How many different ways can you possibly make a biscuit? Probably a lot more than I have baked. I love making biscuits and I can almost make them as fast as cracking open one of those tubes from the grocery.  I always cringe when I pop those things open. I seldom buy canned biscuits but when I do and you take that wrapper off and you whack it on the counter I’m always jumping like I’d just exploded a M80 firecracker or something. 

My mother use to make the best biscuits and her’s were thin. I’m sure I said this before but we liked the tops and bottoms because they were crunchy so she would hit them on the counter a few times so they would fall and then not rise as much. These days I like big biscuits but still like a crispy bottom and I finally learned how she got them that way. My mother always used melted bacon fat on the sheet pan and she would take the biscuit and put it on the pan (before baking) and let it touch the fat then flip it over leaving the tops of the biscuits with bacon fat on top too; no brushing with milk/cream/butter. So if you save your bacon fat like I do, use that instead of the milk or butter for brushing the tops of the unbaked biscuits. If you want you can always brush the baked biscuits with some melted butter when they come out of the oven. I brushed these with  butter before baking because I didn’t want bacon taste to the biscuit since I was filling with country ham.

These biscuits went to bunco for our Xmas get together and I filled these with the filling from my Dijon Ham and Cream Cheese Biscuits.

BLAST FROM THE PAST: My daughter’s recipe for Cranberry Avocado Salsa also went to bunco this week. Very good this time of the year.

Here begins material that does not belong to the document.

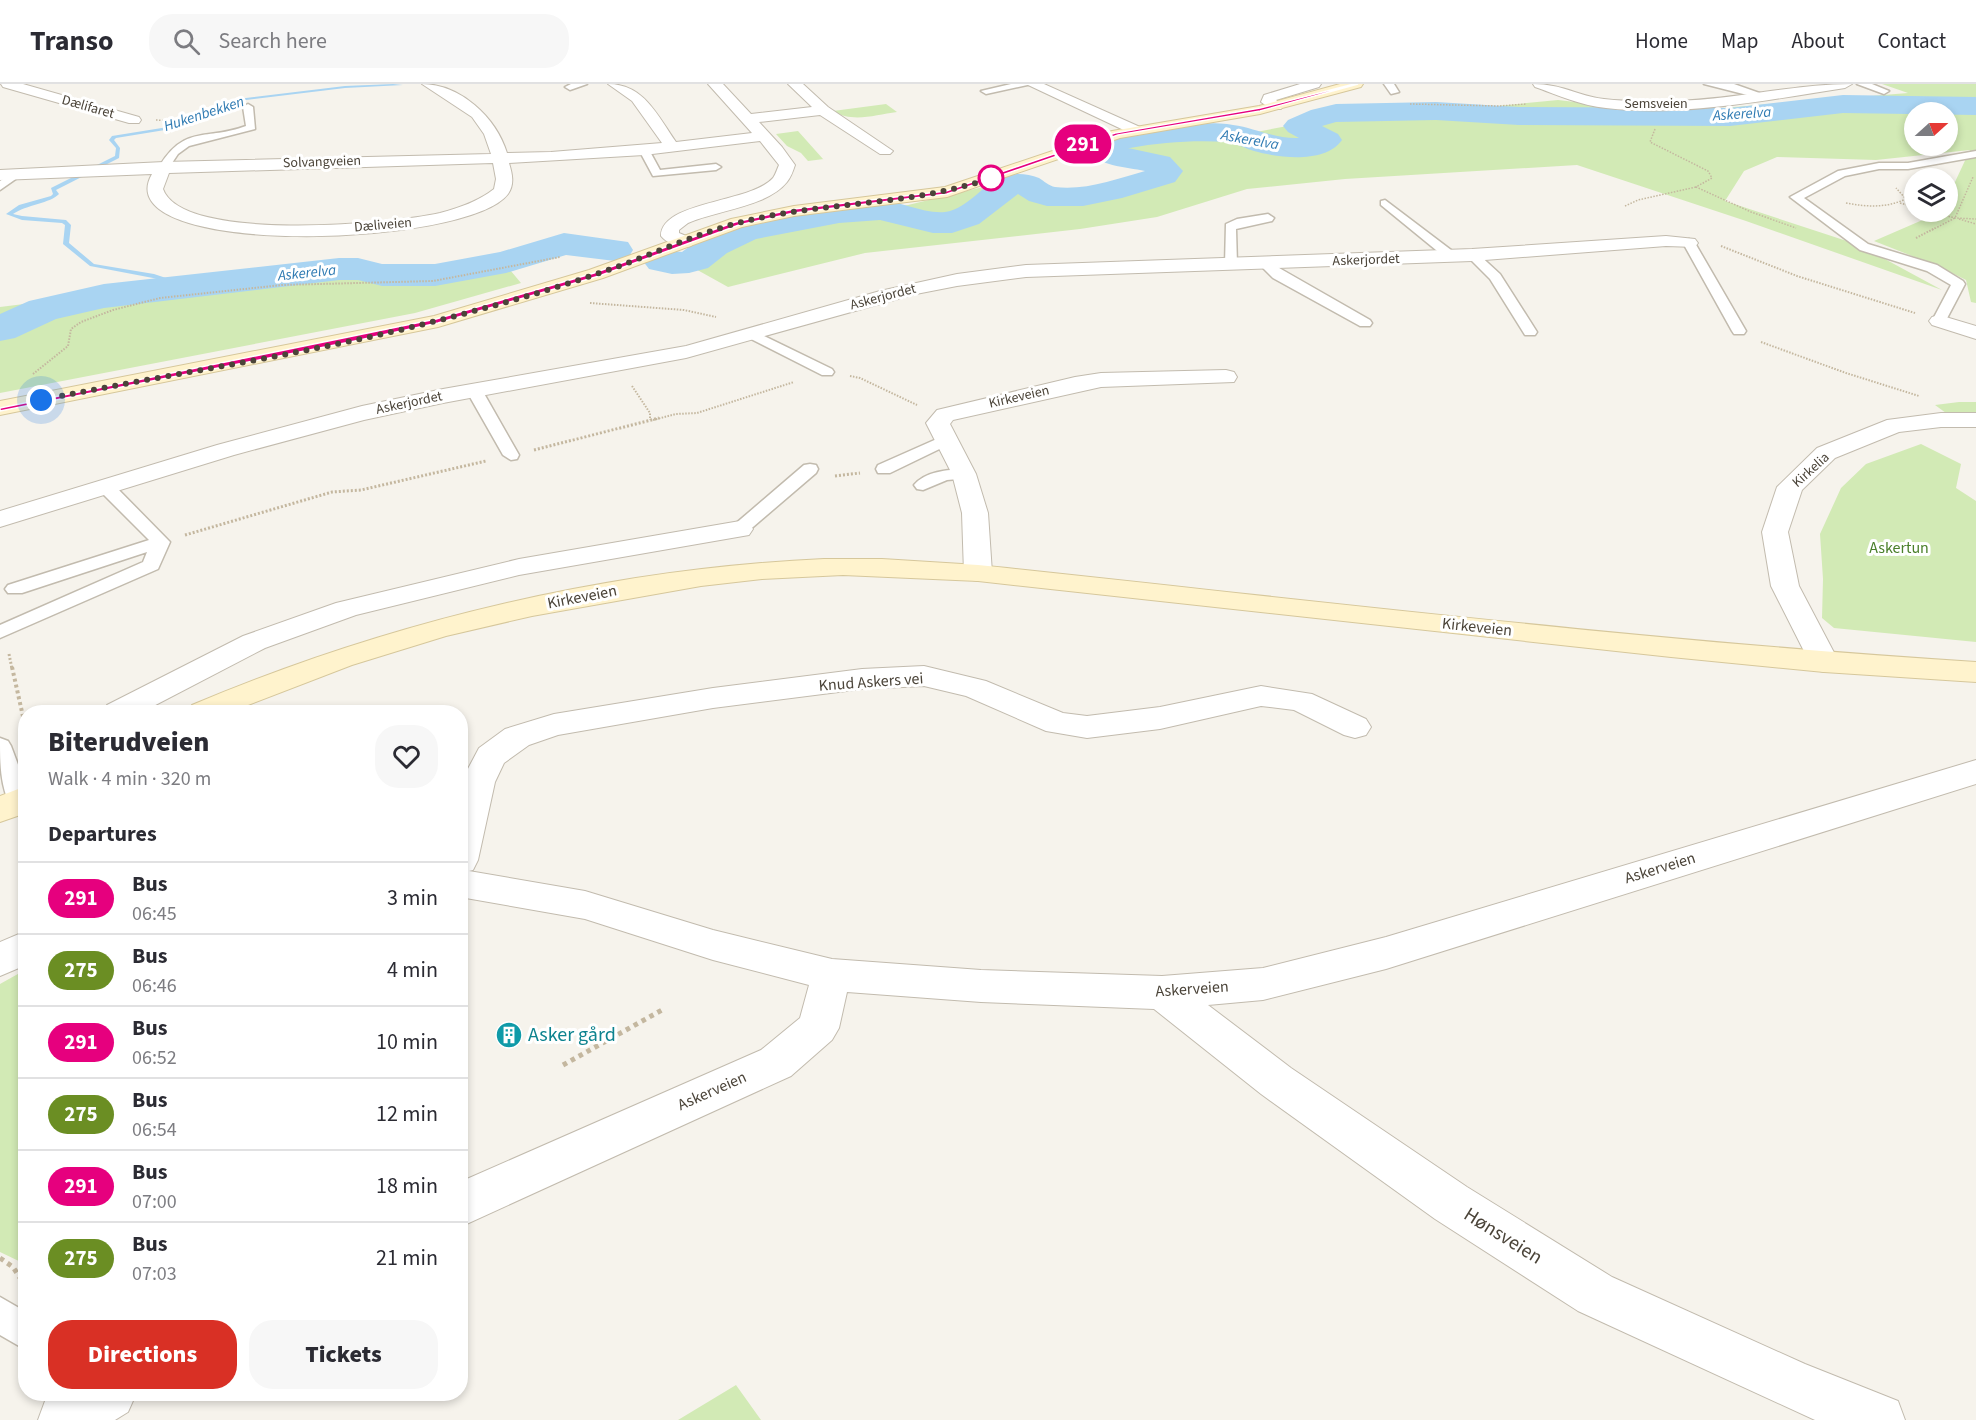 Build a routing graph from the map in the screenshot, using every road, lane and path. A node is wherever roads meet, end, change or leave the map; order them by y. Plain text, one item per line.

Rosemary's Goat Cheese Biscuits

Ingredients

  • 2 c. all-purpose flour
  • 4 tsp. baking powder
  • 1 Tbsp. sugar
  • 3/4 salt
  • 4 Tbsp. very cold butter salted or unsalted (I used salted)
  • 1/4 c. fresh rosemary chopped
  • 6 oz. goat cheese crumbled
  • 1 c. buttermilk plus 4 Tbsp.

Instructions

  1. Preheat the oven to 400°.
  2. Spray the cookie sheet with cooking spray or use bacon fat or you could line with parchment or Silpat. Set aside.
  3. In a large bowl combine the flour baking powder, sugar, salt. Whisk this until combined. Cut the butter into small cubes and mix into the dry ingredients using your fingertips until you have pieces the size of small peas (Or, use a pastry blender). Stir in the rosemary and then the goat cheese and 1 cup of the buttermilk. Mix this just until it forms a ball and then turn out onto floured surface and knead about 8 times until it holds together.
  4. Pat the dough out to about 1" thickness. You don't want it any thinner than that or you will have flat biscuits. Cut with a 2" (or more) biscuit cutter, re-roll scraps and cut more biscuits.
  5. Place the biscuits on the baking sheet and brush each one with a little of the extra buttermilk or you could use butter. Bake for 18-20 minutes or golden brown.
  6. Serve immediately. I'm serving my with some ground country ham.